Landon: That’s another thing I was struck by in revisiting this movie. I’ve seen other films this past year where Monroe plays a supporting role as a stock dumb blonde, but she really gets to shine here. This may be her most dimensional character.

This past year I read a Mae West biography that talks about the behind-the-scenes world of NYC vaudeville culture in the 1920s, and the book mentions characters like Sugar and the other women in the band: exuberant, confident, hard-drinking, hard-living, and sexually liberated.
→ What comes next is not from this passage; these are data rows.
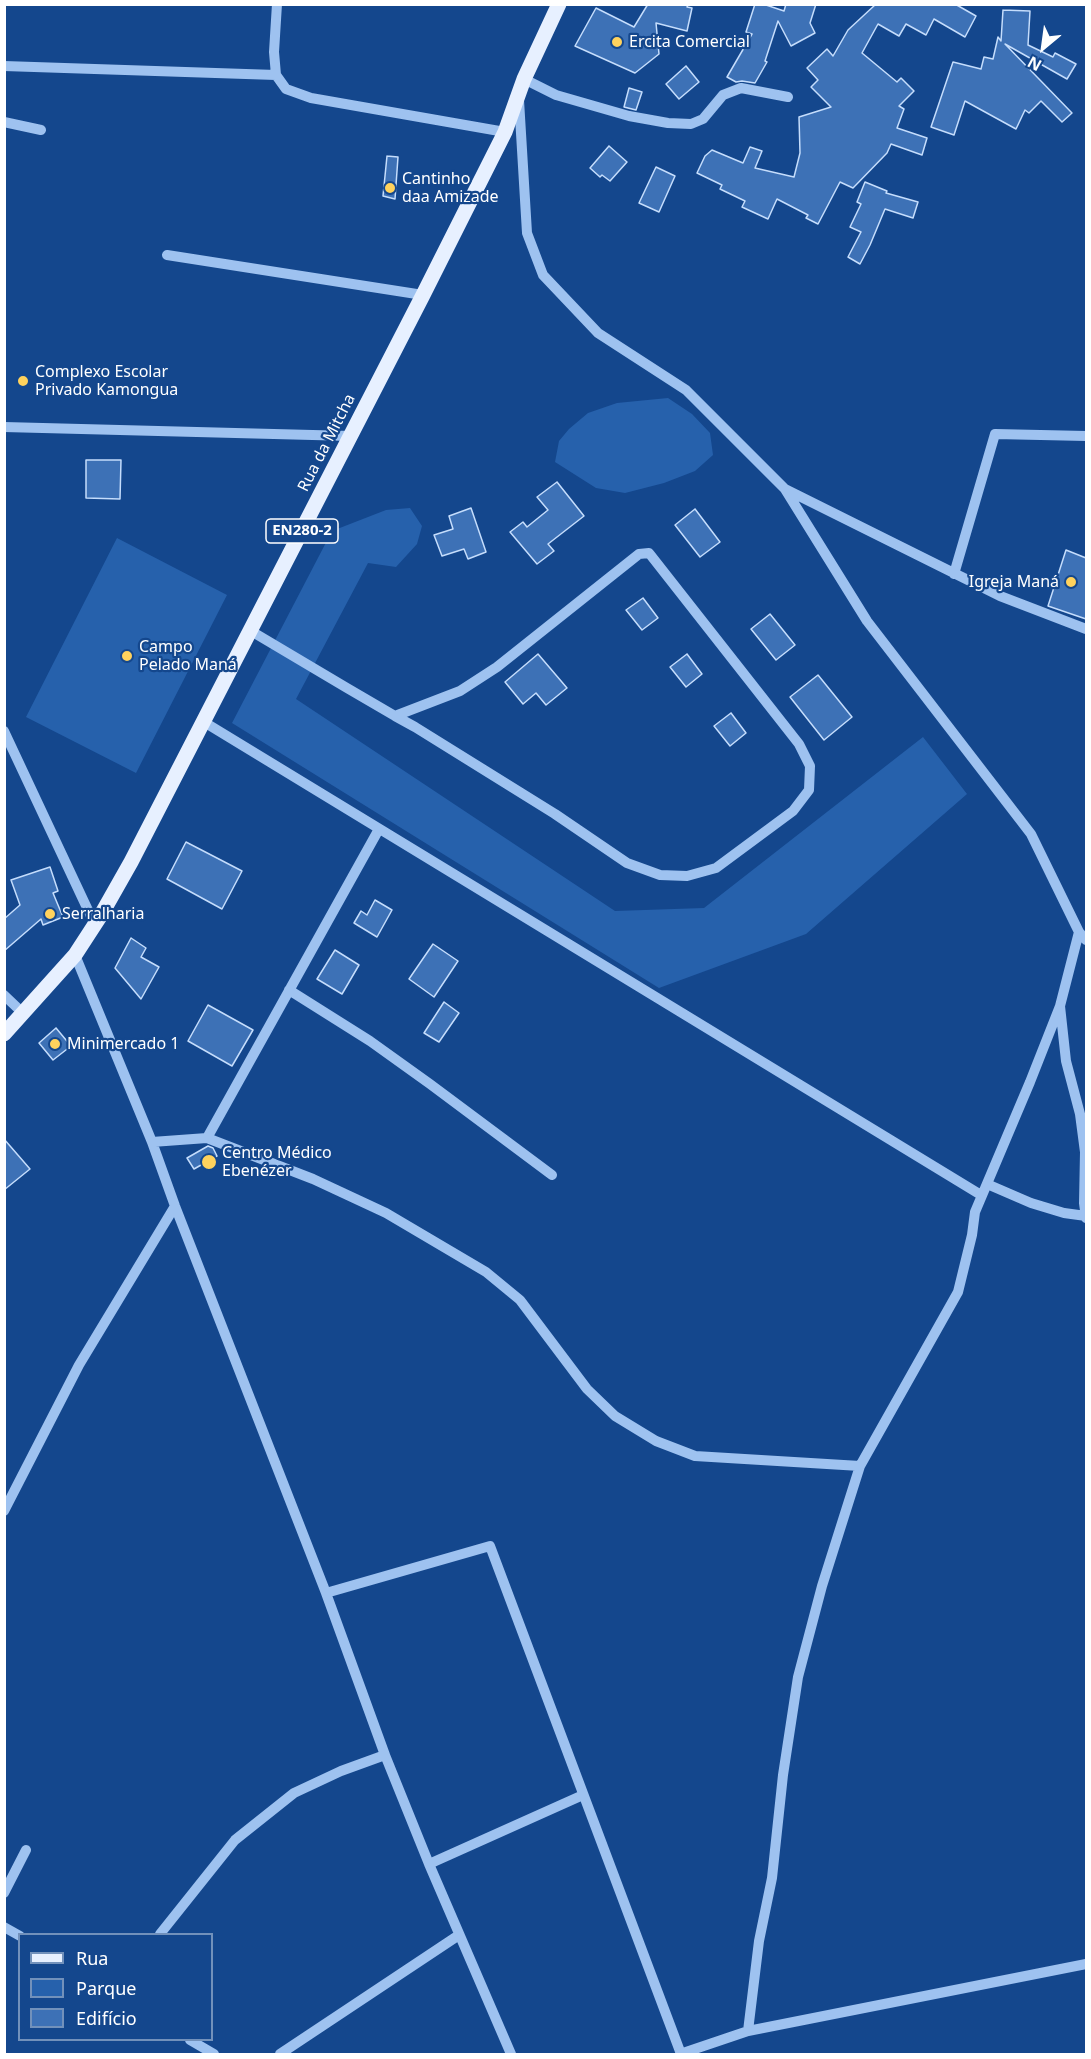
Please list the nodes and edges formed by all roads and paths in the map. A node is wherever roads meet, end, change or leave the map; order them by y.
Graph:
1 (277, 4) edge
2 (559, 4) edge
3 (4, 66) edge
4 (276, 75) junction
5 (524, 80) junction
6 (519, 95) junction
7 (788, 97) dead end
8 (4, 122) edge
9 (41, 130) dead end
10 (505, 132) junction
11 (167, 255) dead end
12 (423, 295) junction
13 (4, 428) edge
14 (351, 436) junction
15 (1086, 436) edge
16 (785, 489) junction
17 (954, 574) junction
18 (1086, 629) edge
19 (251, 631) junction
20 (395, 716) junction
21 (204, 722) junction
22 (4, 731) edge
23 (379, 829) junction
24 (95, 925) junction
25 (1083, 936) edge
26 (75, 956) junction
27 (289, 990) junction
28 (4, 995) edge
29 (1060, 1006) junction
30 (24, 1014) junction
31 (4, 1034) edge
32 (207, 1138) junction
33 (152, 1142) junction
34 (552, 1174) dead end
35 (987, 1184) junction
36 (981, 1195) junction
37 (1085, 1204) edge
38 (175, 1206) junction
39 (1086, 1217) edge
40 (860, 1466) junction
41 (4, 1511) edge
42 (326, 1593) junction
43 (385, 1755) junction
44 (583, 1795) junction
45 (27, 1850) dead end
46 (429, 1864) junction
47 (4, 1893) edge
48 (4, 1927) edge
49 (162, 1933) edge
50 (18, 1935) edge
51 (459, 1935) junction
52 (1086, 1964) edge
53 (748, 2031) junction
54 (192, 2041) edge
55 (282, 2054) edge
56 (680, 2054) edge
57 (214, 2055) edge
58 (511, 2055) edge

1 - 4 street
2 - 5 main road, Rua da Mitcha / EN280-2
3 - 4 street
4 - 10 street
5 - 6 main road, Rua da Mitcha / EN280-2
5 - 7 street
6 - 10 main road, Rua da Mitcha / EN280-2
6 - 16 street
8 - 9 street
10 - 12 main road, Rua da Mitcha / EN280-2
11 - 12 street
12 - 14 main road, Rua da Mitcha / EN280-2
13 - 14 street
14 - 19 main road, Rua da Mitcha / EN280-2
15 - 17 street
16 - 17 street
16 - 25 street
17 - 18 street
19 - 20 street
19 - 21 main road, Rua da Mitcha / EN280-2
20 - 20 street
21 - 23 street
21 - 24 main road, Rua da Mitcha / EN280-2
22 - 24 street
23 - 27 street
23 - 36 street
24 - 26 main road, Rua da Mitcha / EN280-2
25 - 29 street
26 - 30 main road, Rua da Mitcha / EN280-2
26 - 33 street
27 - 32 street
27 - 34 street
28 - 30 street
29 - 35 street
29 - 37 street
30 - 31 main road, Rua da Mitcha / EN280-2
32 - 33 street
32 - 40 street
33 - 38 street
35 - 36 street
35 - 39 street
36 - 40 street
37 - 39 street
38 - 41 street
38 - 42 street
40 - 53 street
42 - 43 street
42 - 44 street
43 - 46 street
43 - 49 street
44 - 46 street
44 - 56 street
45 - 47 street
46 - 51 street
48 - 50 street
51 - 55 street
51 - 58 street
52 - 53 street
53 - 56 street
54 - 57 street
The movie’s fascinating gender dynamics aren’t just in the high-concept switch, but in it’s general portrayal of young women in contrast to the ’50s housewife.

Scott: Some of that seems muted now — it’s easy to watch the movie and simply see Monroe as an object being hunted, even though she does a lot of work to create a complete character. That’s something we often miss when watching stock romantic comedies. When done right, the woman being courted (tell me I wasn’t a bet!) ends up changing the man because of who she is. There’s something powerful in that. We tend to focus on the character who changes as ‘the hero,’ but stories like this tacitly reinforce that it’s men who, by and large, need to change.
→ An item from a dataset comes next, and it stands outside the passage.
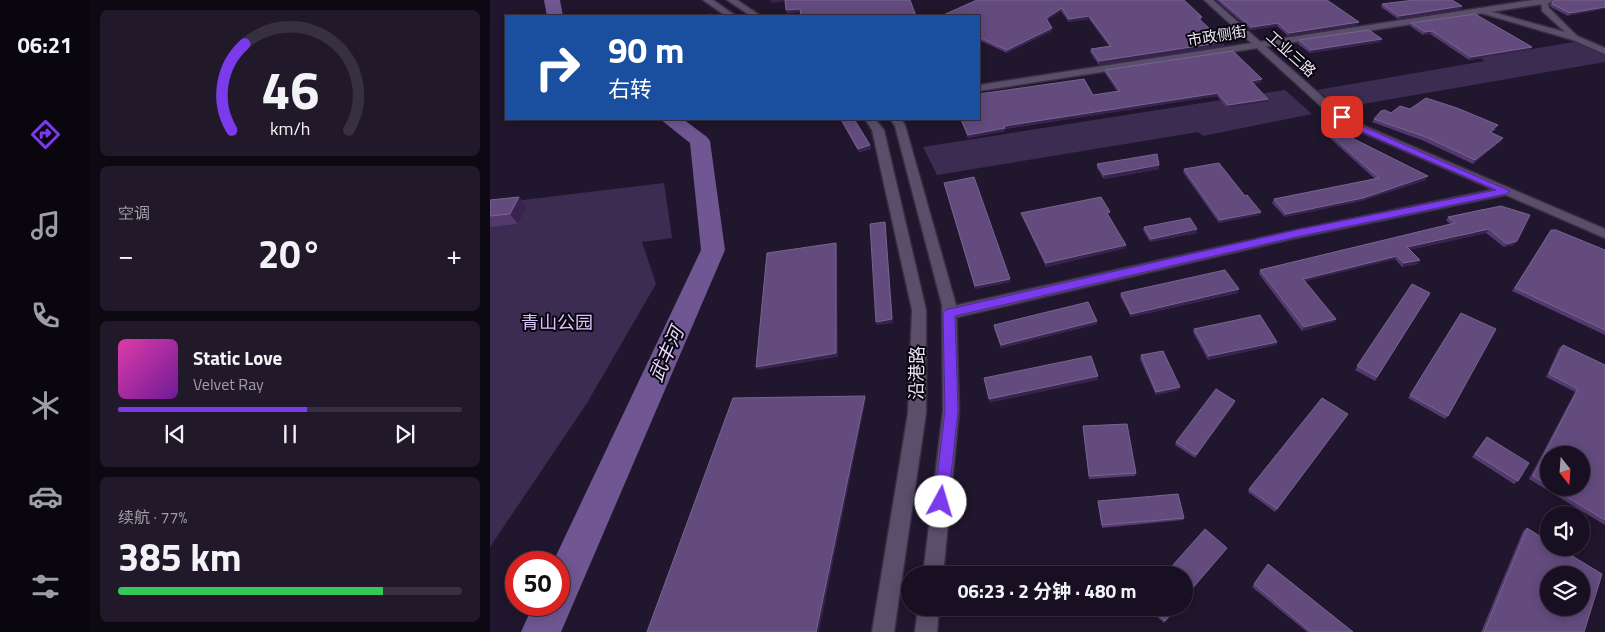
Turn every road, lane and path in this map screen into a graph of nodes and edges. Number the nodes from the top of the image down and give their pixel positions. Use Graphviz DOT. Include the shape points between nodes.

Landon: Yeah, I really appreciate that Some Like It Hot doesn’t follow some of the same beats, especially that Daphne and Josephine never really get found out (the gangsters recognize them more so via the shot-up bass and some forced dialogue). There seemed to me an implication that they could go on passing as women as long as they wanted. They both ‘come out’ to their significant others in the last scene, and neither interprets it as a deception.

But I want to qualify my praise here a bit, because I’m not saying that Some Like It Hot is a radical film (despite our tongue-in-cheek headline), but simply has several rich, interesting aspects and moments that break convention.”